A reasonable rule of thumb for interpreting the QQ-plot is as follows: if all (or nearly all) of the points with an expected null p-value of 0.1 or less fall within the confidence band, then we can be confident that the test is correctly calibrated. In other words, if nearly all the points to the right of 0.1 (dashed red line) on the x-axis fall within the gray region, then we have good reason to trust the results. This rule of thumb is satisfied on the example data, as seen above.
A forthcoming article will give recommendations for what to do if the QQ-plot reveals that the test is miscalibrated. We do not expect this to happen commonly.
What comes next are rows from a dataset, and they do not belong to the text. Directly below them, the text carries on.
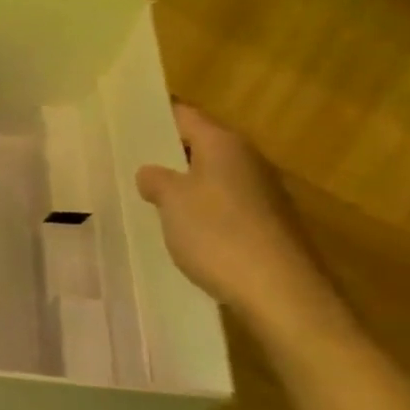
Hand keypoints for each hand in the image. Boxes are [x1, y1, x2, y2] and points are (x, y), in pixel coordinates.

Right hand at [134, 104, 347, 339]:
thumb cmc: (219, 235)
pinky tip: (184, 230)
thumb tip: (151, 172)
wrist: (282, 293)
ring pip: (214, 177)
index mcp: (224, 143)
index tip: (127, 122)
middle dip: (169, 153)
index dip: (155, 117)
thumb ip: (156, 180)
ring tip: (151, 196)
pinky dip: (204, 210)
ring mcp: (263, 193)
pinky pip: (227, 205)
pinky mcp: (269, 225)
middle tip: (131, 161)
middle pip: (202, 145)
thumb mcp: (172, 202)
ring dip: (186, 184)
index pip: (184, 115)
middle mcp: (248, 160)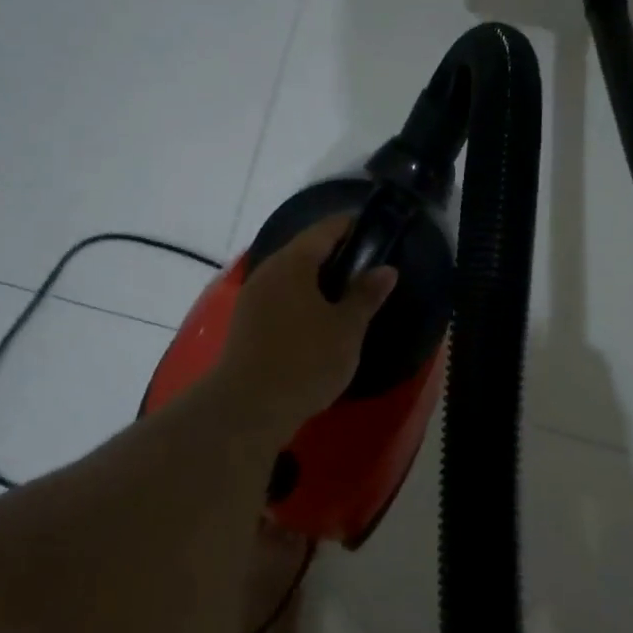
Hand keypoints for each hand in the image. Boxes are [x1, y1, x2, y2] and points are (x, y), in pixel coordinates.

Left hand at [214, 215, 396, 435]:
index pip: (325, 229)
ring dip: (319, 278)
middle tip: (368, 264)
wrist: (247, 408)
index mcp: (293, 263)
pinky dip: (303, 297)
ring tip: (349, 291)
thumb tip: (386, 269)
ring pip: (292, 275)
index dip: (351, 225)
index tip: (375, 228)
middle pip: (305, 250)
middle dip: (336, 252)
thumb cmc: (304, 362)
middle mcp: (268, 271)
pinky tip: (320, 316)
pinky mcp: (246, 322)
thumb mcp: (346, 329)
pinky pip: (281, 296)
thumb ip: (366, 295)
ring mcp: (253, 296)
Next, to verify that the test is powerful (i.e., that the test is capable of detecting true relationships), we assess the power of the test on the positive control pairs. We extract the positive control p-values and examine their values.
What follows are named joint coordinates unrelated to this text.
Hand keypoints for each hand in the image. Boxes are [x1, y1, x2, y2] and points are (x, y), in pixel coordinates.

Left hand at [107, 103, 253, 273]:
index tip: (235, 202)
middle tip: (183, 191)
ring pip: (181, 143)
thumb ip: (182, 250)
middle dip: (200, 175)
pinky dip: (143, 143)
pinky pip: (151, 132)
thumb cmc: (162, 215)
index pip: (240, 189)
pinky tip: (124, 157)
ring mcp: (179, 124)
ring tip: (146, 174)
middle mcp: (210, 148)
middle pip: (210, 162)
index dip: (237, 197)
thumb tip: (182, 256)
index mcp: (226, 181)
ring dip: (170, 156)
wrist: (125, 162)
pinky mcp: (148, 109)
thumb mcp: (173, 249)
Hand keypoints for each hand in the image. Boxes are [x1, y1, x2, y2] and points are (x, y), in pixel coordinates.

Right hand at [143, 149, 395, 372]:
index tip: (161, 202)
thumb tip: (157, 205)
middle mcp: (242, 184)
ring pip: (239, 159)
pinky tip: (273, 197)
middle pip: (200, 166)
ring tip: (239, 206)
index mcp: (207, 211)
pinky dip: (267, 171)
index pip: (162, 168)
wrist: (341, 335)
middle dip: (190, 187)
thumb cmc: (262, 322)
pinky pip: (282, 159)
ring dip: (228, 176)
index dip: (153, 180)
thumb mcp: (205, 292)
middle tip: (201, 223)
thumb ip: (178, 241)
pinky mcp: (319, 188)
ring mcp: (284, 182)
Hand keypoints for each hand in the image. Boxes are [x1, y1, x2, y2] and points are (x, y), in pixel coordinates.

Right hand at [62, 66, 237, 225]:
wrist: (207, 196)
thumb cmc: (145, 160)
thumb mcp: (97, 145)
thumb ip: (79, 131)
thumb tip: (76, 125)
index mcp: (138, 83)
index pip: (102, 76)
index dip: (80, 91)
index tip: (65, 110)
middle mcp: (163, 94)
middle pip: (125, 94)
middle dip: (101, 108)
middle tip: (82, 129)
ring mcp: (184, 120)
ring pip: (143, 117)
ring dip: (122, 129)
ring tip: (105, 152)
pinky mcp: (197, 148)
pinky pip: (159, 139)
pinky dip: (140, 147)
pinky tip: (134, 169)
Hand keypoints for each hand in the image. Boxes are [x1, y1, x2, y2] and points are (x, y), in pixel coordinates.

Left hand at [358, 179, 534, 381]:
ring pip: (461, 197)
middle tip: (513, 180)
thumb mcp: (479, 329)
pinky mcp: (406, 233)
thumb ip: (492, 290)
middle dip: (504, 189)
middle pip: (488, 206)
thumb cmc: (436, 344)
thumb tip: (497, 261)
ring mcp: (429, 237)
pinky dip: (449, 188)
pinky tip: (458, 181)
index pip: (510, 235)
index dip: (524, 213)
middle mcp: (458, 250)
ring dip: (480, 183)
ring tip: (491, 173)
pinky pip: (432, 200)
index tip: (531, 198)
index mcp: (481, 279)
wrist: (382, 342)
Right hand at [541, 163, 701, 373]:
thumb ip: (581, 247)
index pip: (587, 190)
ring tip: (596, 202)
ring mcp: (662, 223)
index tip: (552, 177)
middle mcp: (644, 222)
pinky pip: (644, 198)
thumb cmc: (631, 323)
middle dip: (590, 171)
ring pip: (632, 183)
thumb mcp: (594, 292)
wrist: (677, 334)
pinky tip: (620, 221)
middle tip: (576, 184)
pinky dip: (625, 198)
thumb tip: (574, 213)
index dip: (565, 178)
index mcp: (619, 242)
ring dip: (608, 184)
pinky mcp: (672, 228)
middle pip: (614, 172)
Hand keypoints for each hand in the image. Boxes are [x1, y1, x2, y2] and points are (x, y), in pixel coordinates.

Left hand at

pos_control_p_vals <- result %>% filter(pair_type == "positive_control") %>% pull(p_value)
pos_control_p_vals
#> [1] 2.220446e-16 2.220446e-16 2.220446e-16 2.220446e-16 2.232103e-13The positive control p-values are all small, indicating that the test is powerful.
Finally, we produce the discovery set. We extract the p-values corresponding to the candidate pairs and apply a Benjamini-Hochberg (BH) correction to adjust for multiple testing.
candidate_pair_results <- result %>% filter(pair_type == "candidate")
candidate_pair_results_p_adj <- candidate_pair_results %>%
mutate(p_val_adj = p.adjust(p_value, method = "BH"))
head(candidate_pair_results_p_adj)
#> # A tibble: 6 × 6
#> gene_id gRNA_id pair_type p_value z_value p_val_adj
#> <chr> <chr> <fct> <dbl> <dbl> <dbl>
#> 1 ENSG00000105298 chr19.633 candidate 0.429 -0.217 0.737
#> 2 ENSG00000108389 chr17.3995 candidate 0.836 0.936 0.906
#> 3 ENSG00000157985 chr2.7132 candidate 0.162 -0.984 0.537
#> 4 ENSG00000107731 chr10.2250 candidate 0.0439 -1.27 0.431
#> 5 ENSG00000184357 chr6.1291 candidate 0.849 0.797 0.906
#> 6 ENSG00000090060 chr14.2077 candidate 0.179 -1.02 0.537We call pairs with an adjusted p-value of less or equal than 0.1 significant; the discovery set (i.e., the set of significant pairs) has a false discovery rate (FDR) of 10%.
The discovery set in this case is empty, as we tested only fifteen candidate pairs.
Note: It is crucial to apply BH only to the pairs in the discovery set (i.e., the candidate pairs). Including positive control or negative control pairs in the discovery set causes BH to become excessively liberal or conservative, respectively.